Saved data entries:
== Segment start ==

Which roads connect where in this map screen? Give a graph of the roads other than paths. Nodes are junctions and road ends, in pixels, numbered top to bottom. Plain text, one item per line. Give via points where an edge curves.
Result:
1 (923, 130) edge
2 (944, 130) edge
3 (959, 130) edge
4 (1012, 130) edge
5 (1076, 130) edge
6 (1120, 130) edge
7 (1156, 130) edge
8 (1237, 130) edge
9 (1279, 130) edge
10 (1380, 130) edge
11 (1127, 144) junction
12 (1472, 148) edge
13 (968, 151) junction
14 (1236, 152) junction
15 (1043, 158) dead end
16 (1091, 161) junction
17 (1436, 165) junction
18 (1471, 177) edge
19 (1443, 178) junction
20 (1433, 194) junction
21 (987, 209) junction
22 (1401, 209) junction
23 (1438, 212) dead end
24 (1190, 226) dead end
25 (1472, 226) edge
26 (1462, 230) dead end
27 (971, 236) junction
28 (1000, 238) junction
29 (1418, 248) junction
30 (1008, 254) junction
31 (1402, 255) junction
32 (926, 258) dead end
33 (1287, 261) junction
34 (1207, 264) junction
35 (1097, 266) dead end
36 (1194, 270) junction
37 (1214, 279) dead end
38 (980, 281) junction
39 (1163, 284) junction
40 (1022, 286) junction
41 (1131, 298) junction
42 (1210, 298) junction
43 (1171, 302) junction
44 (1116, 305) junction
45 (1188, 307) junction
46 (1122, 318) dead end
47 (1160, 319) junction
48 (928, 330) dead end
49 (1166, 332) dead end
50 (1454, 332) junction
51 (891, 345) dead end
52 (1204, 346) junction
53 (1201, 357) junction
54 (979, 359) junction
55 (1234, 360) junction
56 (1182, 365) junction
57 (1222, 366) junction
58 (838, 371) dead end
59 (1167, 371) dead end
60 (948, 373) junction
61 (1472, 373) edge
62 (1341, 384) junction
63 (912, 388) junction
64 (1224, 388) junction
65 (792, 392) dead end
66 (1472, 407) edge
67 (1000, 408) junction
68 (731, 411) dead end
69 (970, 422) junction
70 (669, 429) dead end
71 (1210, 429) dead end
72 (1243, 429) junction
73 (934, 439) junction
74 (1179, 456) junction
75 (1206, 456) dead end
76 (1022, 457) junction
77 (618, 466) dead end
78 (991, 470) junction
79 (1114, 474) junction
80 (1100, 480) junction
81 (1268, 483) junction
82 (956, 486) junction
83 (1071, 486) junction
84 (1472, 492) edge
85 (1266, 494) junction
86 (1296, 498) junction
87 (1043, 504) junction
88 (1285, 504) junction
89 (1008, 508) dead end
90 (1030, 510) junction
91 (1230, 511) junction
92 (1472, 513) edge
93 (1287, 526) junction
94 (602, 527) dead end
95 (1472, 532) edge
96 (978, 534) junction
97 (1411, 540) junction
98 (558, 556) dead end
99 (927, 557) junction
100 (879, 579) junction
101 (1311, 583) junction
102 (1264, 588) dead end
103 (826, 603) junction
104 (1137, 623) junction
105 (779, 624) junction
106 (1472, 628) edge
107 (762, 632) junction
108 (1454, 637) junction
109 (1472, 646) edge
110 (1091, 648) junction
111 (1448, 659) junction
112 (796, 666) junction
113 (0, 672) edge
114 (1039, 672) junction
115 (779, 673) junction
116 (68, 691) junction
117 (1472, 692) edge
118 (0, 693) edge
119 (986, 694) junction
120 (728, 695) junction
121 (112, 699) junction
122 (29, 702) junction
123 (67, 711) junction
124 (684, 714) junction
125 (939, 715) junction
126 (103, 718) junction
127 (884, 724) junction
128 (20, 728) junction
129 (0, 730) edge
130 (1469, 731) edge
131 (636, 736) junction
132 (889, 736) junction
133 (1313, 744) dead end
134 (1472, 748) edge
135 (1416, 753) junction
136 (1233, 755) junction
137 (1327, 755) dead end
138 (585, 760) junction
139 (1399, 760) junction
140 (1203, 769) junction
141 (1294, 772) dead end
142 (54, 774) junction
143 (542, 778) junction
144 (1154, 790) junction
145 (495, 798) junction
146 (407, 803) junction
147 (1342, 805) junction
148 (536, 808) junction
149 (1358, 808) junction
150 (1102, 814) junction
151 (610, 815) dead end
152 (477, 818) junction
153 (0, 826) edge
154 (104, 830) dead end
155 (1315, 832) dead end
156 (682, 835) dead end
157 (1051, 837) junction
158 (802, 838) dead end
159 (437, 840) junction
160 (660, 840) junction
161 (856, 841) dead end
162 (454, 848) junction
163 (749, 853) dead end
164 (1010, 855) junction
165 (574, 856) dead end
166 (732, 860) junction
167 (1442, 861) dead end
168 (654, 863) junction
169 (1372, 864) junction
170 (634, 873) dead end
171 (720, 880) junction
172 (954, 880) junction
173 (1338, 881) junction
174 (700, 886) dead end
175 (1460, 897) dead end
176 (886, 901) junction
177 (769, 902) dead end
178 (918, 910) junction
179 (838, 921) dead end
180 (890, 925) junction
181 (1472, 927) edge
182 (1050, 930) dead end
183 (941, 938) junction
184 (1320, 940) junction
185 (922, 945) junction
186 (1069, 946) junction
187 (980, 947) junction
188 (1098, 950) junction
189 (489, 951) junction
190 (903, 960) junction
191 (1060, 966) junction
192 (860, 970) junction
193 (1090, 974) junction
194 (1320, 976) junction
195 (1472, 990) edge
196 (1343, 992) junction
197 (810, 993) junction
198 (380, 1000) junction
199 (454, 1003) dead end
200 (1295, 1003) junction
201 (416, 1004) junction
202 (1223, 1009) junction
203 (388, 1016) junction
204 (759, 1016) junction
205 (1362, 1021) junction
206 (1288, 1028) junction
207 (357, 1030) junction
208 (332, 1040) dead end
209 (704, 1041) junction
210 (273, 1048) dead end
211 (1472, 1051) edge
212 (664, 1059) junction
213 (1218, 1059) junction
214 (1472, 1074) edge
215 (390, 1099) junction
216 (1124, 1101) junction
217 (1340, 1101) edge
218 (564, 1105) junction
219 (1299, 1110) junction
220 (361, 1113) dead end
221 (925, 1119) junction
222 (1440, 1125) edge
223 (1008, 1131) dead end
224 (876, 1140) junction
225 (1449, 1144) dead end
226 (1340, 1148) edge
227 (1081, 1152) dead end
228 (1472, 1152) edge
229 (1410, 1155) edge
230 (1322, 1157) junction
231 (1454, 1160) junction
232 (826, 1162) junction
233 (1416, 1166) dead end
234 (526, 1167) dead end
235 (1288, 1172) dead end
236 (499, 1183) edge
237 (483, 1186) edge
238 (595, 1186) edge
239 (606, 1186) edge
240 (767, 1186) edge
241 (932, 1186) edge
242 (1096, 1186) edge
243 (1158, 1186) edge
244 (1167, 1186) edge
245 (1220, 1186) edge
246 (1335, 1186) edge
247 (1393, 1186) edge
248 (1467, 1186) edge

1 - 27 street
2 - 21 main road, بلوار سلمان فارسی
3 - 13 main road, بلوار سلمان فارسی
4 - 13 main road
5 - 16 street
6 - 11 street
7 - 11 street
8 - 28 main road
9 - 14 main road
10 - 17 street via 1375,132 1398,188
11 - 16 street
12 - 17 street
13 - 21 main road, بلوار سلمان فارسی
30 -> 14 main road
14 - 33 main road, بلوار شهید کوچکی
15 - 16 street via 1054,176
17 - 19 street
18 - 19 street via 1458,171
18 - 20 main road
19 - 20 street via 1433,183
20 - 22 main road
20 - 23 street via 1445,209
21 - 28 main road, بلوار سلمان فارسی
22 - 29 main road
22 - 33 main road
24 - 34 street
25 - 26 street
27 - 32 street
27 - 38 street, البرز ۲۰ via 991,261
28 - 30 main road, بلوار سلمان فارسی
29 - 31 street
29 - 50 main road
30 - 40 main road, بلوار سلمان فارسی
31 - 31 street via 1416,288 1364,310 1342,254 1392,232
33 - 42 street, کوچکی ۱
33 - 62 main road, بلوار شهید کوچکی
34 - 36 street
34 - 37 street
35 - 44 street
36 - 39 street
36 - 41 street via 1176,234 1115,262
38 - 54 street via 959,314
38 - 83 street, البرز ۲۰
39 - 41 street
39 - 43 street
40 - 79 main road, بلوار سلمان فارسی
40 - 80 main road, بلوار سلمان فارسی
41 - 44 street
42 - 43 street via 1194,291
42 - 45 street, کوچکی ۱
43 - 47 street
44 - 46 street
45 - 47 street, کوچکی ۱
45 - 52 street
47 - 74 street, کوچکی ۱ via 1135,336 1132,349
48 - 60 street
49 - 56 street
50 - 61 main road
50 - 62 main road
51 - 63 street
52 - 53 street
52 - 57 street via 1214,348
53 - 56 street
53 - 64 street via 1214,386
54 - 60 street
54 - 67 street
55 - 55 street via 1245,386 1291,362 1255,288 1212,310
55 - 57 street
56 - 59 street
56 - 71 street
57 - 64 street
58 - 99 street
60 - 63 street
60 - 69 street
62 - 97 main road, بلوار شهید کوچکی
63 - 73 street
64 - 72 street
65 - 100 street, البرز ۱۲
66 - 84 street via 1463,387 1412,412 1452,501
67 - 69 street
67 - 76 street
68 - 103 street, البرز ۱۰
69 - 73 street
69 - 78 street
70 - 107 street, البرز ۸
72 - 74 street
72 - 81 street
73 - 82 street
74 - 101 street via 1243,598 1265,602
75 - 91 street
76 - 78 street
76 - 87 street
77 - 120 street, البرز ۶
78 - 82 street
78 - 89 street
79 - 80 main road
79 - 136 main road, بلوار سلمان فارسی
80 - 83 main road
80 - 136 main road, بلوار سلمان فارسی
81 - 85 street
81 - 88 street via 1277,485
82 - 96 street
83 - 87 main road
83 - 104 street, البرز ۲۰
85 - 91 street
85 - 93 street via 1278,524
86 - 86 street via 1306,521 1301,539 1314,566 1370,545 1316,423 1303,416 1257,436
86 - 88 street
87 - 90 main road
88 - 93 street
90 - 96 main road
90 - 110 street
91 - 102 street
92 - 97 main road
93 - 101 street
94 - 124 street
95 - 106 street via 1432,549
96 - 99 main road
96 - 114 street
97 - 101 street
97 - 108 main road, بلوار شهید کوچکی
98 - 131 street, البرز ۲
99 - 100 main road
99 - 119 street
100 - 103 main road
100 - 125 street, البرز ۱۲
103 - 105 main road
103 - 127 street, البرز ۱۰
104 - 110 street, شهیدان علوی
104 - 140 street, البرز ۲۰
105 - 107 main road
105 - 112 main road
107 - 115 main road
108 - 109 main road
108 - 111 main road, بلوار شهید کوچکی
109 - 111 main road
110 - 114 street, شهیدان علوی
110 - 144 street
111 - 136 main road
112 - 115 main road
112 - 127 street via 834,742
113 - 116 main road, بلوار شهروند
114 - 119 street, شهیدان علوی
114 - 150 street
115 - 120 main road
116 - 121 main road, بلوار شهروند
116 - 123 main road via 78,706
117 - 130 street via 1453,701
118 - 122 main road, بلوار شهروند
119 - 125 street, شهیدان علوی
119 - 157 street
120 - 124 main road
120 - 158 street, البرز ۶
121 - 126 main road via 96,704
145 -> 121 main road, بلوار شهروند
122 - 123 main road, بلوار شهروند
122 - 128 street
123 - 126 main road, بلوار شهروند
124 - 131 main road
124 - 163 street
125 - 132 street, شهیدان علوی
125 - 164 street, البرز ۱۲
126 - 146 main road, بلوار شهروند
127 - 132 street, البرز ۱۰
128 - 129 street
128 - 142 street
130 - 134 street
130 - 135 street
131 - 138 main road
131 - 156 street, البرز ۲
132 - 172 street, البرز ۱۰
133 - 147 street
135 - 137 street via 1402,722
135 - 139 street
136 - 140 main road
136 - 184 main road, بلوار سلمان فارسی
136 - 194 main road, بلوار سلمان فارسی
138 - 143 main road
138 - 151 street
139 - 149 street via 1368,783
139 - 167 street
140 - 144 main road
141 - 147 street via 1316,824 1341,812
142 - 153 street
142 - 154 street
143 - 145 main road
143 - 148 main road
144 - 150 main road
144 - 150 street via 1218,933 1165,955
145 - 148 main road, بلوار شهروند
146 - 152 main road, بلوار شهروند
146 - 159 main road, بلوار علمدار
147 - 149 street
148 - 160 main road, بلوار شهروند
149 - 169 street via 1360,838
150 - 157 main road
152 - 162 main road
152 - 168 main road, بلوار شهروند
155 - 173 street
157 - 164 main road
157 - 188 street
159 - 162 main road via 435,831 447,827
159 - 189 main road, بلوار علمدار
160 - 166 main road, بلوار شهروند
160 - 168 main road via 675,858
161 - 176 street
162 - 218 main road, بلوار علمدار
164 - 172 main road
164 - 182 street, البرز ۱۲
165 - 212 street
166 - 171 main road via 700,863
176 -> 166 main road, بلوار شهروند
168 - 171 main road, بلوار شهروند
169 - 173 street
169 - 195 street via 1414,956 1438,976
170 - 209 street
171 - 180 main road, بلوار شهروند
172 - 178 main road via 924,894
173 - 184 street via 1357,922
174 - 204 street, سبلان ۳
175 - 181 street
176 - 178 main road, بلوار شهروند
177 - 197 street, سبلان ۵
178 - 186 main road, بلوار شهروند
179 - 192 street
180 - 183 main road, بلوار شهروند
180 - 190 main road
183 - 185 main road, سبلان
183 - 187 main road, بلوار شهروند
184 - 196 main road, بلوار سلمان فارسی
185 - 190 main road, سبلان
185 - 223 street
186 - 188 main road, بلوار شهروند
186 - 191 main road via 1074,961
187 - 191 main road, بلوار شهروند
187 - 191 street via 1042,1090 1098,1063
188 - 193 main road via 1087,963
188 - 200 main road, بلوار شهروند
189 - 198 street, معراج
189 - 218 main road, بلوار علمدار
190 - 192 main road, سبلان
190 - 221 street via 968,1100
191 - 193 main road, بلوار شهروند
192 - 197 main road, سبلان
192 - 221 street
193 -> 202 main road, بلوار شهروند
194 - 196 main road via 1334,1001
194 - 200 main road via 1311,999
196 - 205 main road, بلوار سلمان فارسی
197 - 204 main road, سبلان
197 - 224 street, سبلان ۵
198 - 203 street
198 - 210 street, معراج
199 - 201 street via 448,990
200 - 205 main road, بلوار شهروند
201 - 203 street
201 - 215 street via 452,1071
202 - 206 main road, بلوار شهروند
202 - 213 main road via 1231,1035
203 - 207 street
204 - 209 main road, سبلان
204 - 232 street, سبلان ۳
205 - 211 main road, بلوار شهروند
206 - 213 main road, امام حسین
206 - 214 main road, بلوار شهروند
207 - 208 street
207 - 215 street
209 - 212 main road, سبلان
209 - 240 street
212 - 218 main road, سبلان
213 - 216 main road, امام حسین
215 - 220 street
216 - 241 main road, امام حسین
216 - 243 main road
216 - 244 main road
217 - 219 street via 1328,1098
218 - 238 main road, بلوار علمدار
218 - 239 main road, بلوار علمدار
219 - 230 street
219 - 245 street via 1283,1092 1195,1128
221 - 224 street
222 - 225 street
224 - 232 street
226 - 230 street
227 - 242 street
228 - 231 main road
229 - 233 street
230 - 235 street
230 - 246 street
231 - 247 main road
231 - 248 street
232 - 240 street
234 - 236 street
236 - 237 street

== Segment end ==

◆ **WORK TASK**
Counting only lines above that contain the string "کوچکی", report how many there are and write nothing further.

◆ **SOLVED PROBLEM**
9